As Mrs Allwright elaborated, she very discreetly lowered her eyes.
If Arthur did not altogether understand, the wooden man began to put on flesh.
And then Mr Allwright himself came.
“Well, young fuller,” he said, which continued to fascinate Arthur. “I bet you’ve found out something else since yesterday.”
But Arthur had grown shy, for some power which Mr Allwright possessed.
Then the grocer rummaged in the calico bag in which he kept the change from when he went round delivering.
“Did you ever see a lead florin?”
Arthur couldn’t touch it enough.
“Was it made?” he asked.
“It was made, all right,” said the grocer. “A brum two-bob — like anything else.”
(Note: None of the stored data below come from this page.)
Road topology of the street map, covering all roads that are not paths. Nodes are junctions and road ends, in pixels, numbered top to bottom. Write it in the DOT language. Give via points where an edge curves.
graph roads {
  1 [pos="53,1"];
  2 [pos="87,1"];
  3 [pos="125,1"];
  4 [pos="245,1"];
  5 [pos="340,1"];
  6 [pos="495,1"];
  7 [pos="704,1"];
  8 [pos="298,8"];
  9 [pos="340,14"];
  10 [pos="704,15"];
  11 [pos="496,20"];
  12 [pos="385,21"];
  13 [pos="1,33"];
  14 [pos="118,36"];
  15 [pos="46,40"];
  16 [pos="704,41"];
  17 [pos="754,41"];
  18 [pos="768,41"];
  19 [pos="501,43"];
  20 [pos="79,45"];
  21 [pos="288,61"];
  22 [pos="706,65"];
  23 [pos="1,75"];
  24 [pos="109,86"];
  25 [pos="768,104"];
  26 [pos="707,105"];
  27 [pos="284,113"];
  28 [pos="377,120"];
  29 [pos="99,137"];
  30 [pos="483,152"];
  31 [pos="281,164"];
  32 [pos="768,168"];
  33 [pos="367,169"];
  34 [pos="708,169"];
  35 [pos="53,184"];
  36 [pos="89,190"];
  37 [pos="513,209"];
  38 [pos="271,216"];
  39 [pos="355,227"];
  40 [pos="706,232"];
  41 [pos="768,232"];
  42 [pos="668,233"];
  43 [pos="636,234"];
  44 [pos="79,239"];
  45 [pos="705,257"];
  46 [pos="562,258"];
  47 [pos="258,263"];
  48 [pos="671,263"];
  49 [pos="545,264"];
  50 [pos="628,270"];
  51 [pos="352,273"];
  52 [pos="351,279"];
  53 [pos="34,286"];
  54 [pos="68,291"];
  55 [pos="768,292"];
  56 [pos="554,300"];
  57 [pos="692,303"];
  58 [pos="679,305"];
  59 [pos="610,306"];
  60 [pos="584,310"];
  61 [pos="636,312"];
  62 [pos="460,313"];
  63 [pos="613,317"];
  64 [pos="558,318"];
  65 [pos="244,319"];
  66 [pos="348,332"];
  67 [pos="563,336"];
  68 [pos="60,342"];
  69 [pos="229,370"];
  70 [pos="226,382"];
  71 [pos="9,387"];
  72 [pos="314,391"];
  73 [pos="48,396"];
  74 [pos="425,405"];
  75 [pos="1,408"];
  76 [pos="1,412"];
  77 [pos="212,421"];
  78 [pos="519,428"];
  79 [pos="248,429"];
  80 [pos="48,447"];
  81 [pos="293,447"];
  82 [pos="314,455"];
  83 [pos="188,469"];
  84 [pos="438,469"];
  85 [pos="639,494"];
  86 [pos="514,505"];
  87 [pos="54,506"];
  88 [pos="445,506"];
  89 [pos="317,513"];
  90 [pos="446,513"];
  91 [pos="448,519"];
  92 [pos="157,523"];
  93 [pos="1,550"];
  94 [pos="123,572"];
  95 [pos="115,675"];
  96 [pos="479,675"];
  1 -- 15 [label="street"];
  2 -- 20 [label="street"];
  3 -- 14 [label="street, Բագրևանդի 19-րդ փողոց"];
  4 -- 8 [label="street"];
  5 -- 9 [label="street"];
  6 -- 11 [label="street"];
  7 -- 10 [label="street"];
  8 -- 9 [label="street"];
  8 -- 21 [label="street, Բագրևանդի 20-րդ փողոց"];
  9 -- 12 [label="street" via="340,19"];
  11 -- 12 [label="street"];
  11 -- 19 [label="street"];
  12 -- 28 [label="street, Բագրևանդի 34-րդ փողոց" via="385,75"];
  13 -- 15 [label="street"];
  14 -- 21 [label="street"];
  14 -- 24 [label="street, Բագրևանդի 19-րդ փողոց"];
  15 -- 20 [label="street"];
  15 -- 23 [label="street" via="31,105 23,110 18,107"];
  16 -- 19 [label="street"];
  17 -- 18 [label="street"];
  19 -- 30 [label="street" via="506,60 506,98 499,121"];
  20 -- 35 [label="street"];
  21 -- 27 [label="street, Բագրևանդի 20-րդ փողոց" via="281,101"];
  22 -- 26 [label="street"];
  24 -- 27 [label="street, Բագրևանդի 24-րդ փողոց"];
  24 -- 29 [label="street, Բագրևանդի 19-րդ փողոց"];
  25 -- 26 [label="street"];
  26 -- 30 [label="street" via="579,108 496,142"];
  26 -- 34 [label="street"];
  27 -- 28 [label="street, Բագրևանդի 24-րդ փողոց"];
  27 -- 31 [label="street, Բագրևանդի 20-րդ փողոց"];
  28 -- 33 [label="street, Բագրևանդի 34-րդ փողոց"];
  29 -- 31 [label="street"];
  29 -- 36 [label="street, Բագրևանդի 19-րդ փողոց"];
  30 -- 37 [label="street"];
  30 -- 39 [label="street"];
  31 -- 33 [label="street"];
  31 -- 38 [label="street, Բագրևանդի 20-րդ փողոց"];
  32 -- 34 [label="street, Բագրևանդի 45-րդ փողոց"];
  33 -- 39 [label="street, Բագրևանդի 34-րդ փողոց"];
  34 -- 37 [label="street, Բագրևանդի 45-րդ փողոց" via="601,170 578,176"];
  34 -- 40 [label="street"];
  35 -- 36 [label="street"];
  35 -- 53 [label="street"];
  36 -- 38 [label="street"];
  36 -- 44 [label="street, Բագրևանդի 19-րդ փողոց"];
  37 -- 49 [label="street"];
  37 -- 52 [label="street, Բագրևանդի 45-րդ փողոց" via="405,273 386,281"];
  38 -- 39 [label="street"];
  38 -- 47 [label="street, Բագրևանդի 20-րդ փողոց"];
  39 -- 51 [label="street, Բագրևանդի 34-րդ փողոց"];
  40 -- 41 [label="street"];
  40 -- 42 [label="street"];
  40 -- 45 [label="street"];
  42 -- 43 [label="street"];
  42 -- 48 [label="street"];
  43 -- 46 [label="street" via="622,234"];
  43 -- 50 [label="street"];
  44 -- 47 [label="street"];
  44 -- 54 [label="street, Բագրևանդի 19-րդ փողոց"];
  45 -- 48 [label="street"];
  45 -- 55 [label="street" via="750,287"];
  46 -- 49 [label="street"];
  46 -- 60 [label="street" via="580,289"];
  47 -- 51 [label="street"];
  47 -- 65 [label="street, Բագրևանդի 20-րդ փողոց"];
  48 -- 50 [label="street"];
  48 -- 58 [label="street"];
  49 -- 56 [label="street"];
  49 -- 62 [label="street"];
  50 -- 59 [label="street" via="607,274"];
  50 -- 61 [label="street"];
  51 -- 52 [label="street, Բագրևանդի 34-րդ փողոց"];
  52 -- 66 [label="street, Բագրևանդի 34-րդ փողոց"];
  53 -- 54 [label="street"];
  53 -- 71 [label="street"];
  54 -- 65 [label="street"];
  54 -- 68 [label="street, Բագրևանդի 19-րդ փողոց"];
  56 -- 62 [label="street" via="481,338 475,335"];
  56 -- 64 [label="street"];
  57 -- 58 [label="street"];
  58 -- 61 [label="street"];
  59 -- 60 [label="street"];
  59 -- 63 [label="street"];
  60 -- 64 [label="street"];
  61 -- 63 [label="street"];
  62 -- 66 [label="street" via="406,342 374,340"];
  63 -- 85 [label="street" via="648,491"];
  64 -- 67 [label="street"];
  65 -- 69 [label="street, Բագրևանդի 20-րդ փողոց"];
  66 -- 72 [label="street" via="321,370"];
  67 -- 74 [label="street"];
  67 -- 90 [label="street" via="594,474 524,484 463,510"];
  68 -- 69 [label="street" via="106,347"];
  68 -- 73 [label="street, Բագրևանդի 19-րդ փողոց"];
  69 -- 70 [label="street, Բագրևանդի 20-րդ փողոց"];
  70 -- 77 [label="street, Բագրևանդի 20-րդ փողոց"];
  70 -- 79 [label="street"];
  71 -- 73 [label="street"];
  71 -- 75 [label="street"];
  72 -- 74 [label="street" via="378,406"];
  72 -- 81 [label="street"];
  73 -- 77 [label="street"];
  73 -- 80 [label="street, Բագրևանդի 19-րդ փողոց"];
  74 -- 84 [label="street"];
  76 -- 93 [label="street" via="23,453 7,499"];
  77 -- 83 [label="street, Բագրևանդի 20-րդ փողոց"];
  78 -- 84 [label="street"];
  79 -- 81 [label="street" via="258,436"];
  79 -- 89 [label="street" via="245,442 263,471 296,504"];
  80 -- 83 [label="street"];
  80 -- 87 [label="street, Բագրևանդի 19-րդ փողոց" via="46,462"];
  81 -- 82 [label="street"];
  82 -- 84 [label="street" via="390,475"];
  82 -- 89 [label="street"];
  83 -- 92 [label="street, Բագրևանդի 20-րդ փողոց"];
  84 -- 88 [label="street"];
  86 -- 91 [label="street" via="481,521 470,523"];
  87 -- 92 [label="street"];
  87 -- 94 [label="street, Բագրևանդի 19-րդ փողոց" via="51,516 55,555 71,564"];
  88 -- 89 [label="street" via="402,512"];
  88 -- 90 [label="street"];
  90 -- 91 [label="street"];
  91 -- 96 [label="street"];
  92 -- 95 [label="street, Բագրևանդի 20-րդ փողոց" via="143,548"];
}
Then he took the hammer and struck the coin into a disc of blurred metal.
“That’ll cost you a whole two bob!” Arthur was enjoying it.
While Mrs Allwright stood wincing, as though suffering it in her own flesh.
“Somebody,” she said, “always has to pay the bagpipes.”
Though she made pretty sure, as a rule, that she would not be somebody.
Arthur eventually added Mr Allwright to what he knew as truest: to grain in wood, to bread broken roughly open, to cowpats, neatly, freshly dropped. If he did not add Mrs Allwright it was because she did not fit into that same world of objects, she never became distinct, she was all ideas, plots, and tempers. In myth or life, he never ever took to Hera.